By David Hargreaves
The bad news is that Kiwi households are still in record levels of hock relative to disposable income. The good news is continuing low interest rates are keeping debt servicing costs at moderate levels.
In other words, at the moment, the debt pile is affordable.
The new quarterly household financial statistics from the Reserve Bank show that household debt as a percentage of disposable income was 168% as at the end of the June quarter. This is a record high, though it has stayed the same as it was in March, which may encourage the RBNZ (which has been concerned about the debt levels) to believe that the ratios have now plateaued.

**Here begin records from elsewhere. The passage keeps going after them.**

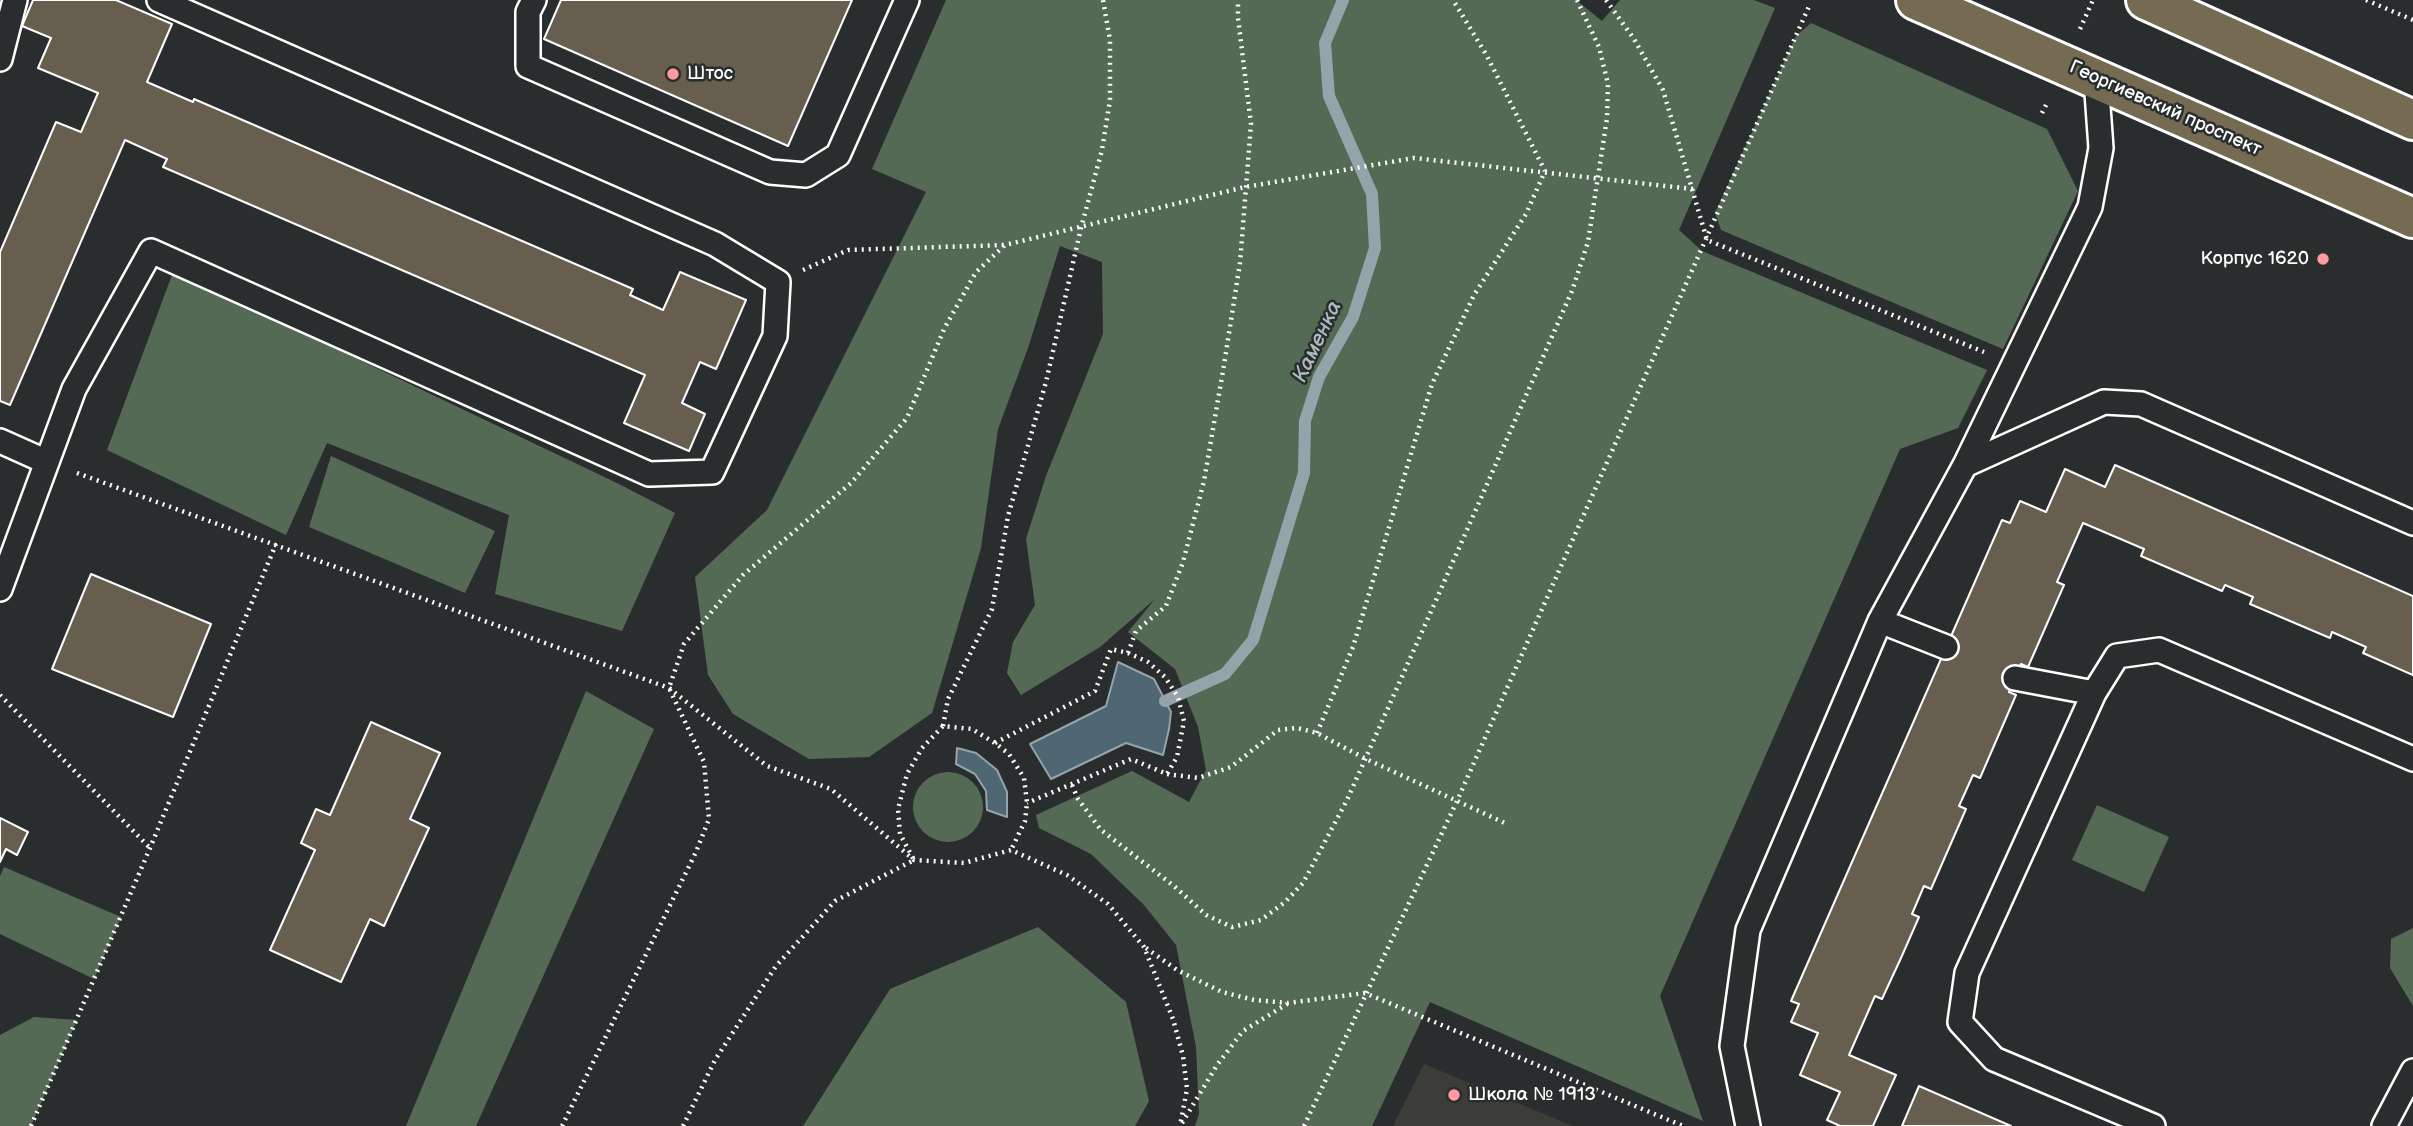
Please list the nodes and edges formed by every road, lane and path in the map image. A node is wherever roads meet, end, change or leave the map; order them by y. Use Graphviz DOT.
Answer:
graph roads {
  1 [pos="15,0"];
  2 [pos="159,0"];
  3 [pos="534,0"];
  4 [pos="907,0"];
  5 [pos="1103,0"];
  6 [pos="1238,0"];
  7 [pos="1453,0"];
  8 [pos="1577,0"];
  9 [pos="1606,0"];
  10 [pos="1916,0"];
  11 [pos="2146,0"];
  12 [pos="2366,0"];
  13 [pos="1810,4"];
  14 [pos="2413,20"];
  15 [pos="0,59"];
  16 [pos="2096,79"];
  17 [pos="2413,120"];
  18 [pos="1545,171"];
  19 [pos="1597,177"];
  20 [pos="1245,187"];
  21 [pos="1693,189"];
  22 [pos="2413,218"];
  23 [pos="1081,228"];
  24 [pos="1707,240"];
  25 [pos="1005,245"];
  26 [pos="778,282"];
  27 [pos="2014,364"];
  28 [pos="0,441"];
  29 [pos="47,462"];
  30 [pos="1965,465"];
  31 [pos="2413,523"];
  32 [pos="276,544"];
  33 [pos="0,589"];
  34 [pos="1880,621"];
  35 [pos="1946,647"];
  36 [pos="1128,653"];
  37 [pos="2015,678"];
  38 [pos="669,688"];
  39 [pos="2094,692"];
  40 [pos="0,695"];
  41 [pos="943,726"];
  42 [pos="1317,733"];
  43 [pos="995,743"];
  44 [pos="1364,758"];
  45 [pos="2413,759"];
  46 [pos="1167,774"];
  47 [pos="1072,785"];
  48 [pos="1457,801"];
  49 [pos="1027,803"];
  50 [pos="1507,824"];
  51 [pos="150,848"];
  52 [pos="1012,850"];
  53 [pos="914,860"];
  54 [pos="1144,947"];
  55 [pos="1365,993"];
  56 [pos="1288,1003"];
  57 [pos="2413,1071"];
  58 [pos="31,1126"];
  59 [pos="562,1126"];
  60 [pos="683,1126"];
  61 [pos="1180,1126"];
  62 [pos="1304,1126"];
  63 [pos="1683,1126"];
  64 [pos="1748,1126"];
  65 [pos="2152,1126"];
  66 [pos="2384,1126"];
  1 -- 15 [label="lane"];
  2 -- 26 [label="lane"];
  3 -- 4 [label="lane"];
  5 -- 23 [label="path"];
  6 -- 20 [label="path"];
  7 -- 18 [label="path"];
  8 -- 19 [label="path"];
  9 -- 21 [label="path"];
  10 -- 16 [label="main road, Георгиевский проспект"];
  11 -- 17 [label="main road"];
  12 -- 14 [label="path"];
  13 -- 24 [label="path"];
  16 -- 22 [label="main road, Георгиевский проспект"];
  16 -- 27 [label="lane"];
  18 -- 19 [label="path"];
  18 -- 20 [label="path"];
  18 -- 42 [label="path"];
  19 -- 21 [label="path"];
  19 -- 44 [label="path"];
  20 -- 23 [label="path"];
  20 -- 36 [label="path"];
  21 -- 24 [label="path"];
  23 -- 25 [label="path"];
  23 -- 41 [label="path"];
  24 -- 27 [label="path"];
  24 -- 48 [label="path"];
  25 -- 26 [label="path"];
  25 -- 38 [label="path"];
  26 -- 29 [label="lane"];
  27 -- 30 [label="lane"];
  28 -- 29 [label="lane"];
  29 -- 32 [label="path"];
  29 -- 33 [label="lane"];
  30 -- 31 [label="lane"];
  30 -- 34 [label="lane"];
  32 -- 38 [label="path"];
  32 -- 51 [label="path"];
  34 -- 35 [label="lane"];
  34 -- 64 [label="lane"];
  36 -- 43 [label="path"];
  36 -- 46 [label="path"];
  37 -- 39 [label="lane"];
  38 -- 53 [label="path"];
  38 -- 59 [label="path"];
  39 -- 45 [label="lane"];
  39 -- 65 [label="lane"];
  40 -- 51 [label="path"];
  41 -- 43 [label="path"];
  41 -- 53 [label="path"];
  42 -- 44 [label="path"];
  42 -- 46 [label="path"];
  43 -- 49 [label="path"];
  44 -- 47 [label="path"];
  44 -- 48 [label="path"];
  46 -- 47 [label="path"];
  47 -- 49 [label="path"];
  48 -- 50 [label="path"];
  48 -- 55 [label="path"];
  49 -- 52 [label="path"];
  51 -- 58 [label="path"];
  52 -- 53 [label="path"];
  52 -- 54 [label="path"];
  53 -- 60 [label="path"];
  54 -- 56 [label="path"];
  54 -- 61 [label="path"];
  55 -- 56 [label="path"];
  55 -- 62 [label="path"];
  55 -- 63 [label="path"];
  56 -- 61 [label="path"];
  57 -- 66 [label="lane"];
}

Meanwhile, however, the figures indicate that while the debt pile is high, the serviceability of it - that is, what people have to pay in interest as a portion of their incomings - is at only moderate levels.
In the 12 months to the end of June the interest payments were on average sucking up 8.4% of household disposable income. This figure was again unchanged from the March quarter, but actually down from 8.9% a year ago.
And, to give some historic perspective, at the height of the Global Financial Crisis in 2008 this ratio was up as high as 13.8%.
Then, of course, mortgage interest rates were much higher.
At the moment with the picture for inflation still looking benign the RBNZ's forecasting it won't have to raise the Official Cash Rate from the historically low 1.75% till late 2019.
Late last year and earlier this year, however, banks were noticeably edging their mortgage rates higher in as they faced a squeeze from shrinking deposit levels relative to the amount they were lending out.
However the signs are that squeeze is now abating.
New separate figures out also on Wednesday from the RBNZ on retail interest rates on lending and deposits show that the calculated average floating mortgage rate for new customers in August was 5.84% - the same as it had been for the past two months.
Earlier in the year there had been a discernible move up in the floating rate, from 5.61% as at the end of 2016.
Likewise, the average six month deposit rate had moved up (though not by as much). Having ended 2016 on 3.3% the six month rate dropped down to 3.25% by February this year, before then kicking up to 3.34% in May and then dropping back to 3.31% in June, which is the level it remained at in August.
Going back to the household financial figures, these show that including rental properties total household financial liabilities stood at $268.747 billion as at the end of the June quarter, up from $264.987 at the end of March.
Net household wealth (which doesn't have the value of housing and land included - as that's added in later) was up very slightly in June to $611.495 billion.